*Task to complete*. The answer is every line of the records that holds the word "HARALDSGATA", copied in full.

Saved data entries:
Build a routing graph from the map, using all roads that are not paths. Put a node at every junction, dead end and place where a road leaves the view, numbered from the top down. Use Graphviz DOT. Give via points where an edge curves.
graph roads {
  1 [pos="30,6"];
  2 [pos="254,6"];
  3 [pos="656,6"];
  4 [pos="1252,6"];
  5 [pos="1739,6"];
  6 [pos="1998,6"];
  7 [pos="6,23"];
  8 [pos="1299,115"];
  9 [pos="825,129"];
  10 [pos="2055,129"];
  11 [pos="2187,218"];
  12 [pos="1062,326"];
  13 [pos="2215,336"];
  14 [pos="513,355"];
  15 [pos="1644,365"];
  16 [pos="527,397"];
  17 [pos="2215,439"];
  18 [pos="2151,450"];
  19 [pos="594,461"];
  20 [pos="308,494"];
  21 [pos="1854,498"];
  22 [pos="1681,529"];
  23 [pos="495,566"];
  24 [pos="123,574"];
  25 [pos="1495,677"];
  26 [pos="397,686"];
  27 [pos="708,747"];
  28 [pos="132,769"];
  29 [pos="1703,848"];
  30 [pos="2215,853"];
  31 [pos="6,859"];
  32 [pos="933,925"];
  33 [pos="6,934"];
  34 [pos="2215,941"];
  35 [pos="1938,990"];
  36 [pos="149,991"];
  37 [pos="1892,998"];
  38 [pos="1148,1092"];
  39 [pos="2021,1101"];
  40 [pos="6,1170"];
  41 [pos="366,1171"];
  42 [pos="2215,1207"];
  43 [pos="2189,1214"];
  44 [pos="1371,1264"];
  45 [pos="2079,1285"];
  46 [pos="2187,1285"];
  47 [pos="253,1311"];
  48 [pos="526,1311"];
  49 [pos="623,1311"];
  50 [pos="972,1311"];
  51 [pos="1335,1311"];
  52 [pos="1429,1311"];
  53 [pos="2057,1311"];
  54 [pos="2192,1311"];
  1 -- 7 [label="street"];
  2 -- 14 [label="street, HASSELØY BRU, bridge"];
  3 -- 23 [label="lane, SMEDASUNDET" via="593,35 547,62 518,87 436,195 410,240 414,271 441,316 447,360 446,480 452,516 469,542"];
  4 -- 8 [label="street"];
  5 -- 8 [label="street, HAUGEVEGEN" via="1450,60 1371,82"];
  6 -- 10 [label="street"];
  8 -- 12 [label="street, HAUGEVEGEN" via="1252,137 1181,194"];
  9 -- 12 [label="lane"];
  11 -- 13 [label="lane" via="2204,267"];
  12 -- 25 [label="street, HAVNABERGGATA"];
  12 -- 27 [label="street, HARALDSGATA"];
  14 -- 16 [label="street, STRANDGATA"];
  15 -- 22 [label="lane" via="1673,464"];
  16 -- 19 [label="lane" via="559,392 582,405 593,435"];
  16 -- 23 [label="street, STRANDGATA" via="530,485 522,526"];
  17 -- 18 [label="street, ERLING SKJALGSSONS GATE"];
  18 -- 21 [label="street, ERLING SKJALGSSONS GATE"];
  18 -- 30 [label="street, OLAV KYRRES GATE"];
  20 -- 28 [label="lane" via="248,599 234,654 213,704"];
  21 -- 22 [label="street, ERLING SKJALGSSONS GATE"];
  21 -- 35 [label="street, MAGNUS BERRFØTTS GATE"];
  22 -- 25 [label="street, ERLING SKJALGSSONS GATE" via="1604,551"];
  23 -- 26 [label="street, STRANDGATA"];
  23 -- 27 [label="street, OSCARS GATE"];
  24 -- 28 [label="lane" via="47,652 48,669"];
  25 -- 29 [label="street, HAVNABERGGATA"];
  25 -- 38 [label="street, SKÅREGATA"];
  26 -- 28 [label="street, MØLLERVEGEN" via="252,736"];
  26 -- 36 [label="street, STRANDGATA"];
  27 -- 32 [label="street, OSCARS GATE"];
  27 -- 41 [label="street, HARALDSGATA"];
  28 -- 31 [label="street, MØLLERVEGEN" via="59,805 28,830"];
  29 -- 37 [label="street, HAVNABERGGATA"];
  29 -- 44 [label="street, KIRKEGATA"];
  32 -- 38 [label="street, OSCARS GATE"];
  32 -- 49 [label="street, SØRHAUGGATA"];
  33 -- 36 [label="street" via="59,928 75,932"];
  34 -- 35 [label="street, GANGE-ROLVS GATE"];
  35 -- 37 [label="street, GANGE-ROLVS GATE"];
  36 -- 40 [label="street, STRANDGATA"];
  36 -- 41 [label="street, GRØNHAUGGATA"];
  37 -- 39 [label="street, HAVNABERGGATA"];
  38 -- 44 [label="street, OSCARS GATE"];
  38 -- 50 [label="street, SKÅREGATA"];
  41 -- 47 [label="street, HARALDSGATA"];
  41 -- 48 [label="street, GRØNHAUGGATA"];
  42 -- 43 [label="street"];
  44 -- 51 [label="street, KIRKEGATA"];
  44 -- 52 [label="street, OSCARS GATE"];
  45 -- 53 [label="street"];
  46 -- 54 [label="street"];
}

*Answer to this task*.
  12 -- 27 [label="street, HARALDSGATA"];
  27 -- 41 [label="street, HARALDSGATA"];
  41 -- 47 [label="street, HARALDSGATA"];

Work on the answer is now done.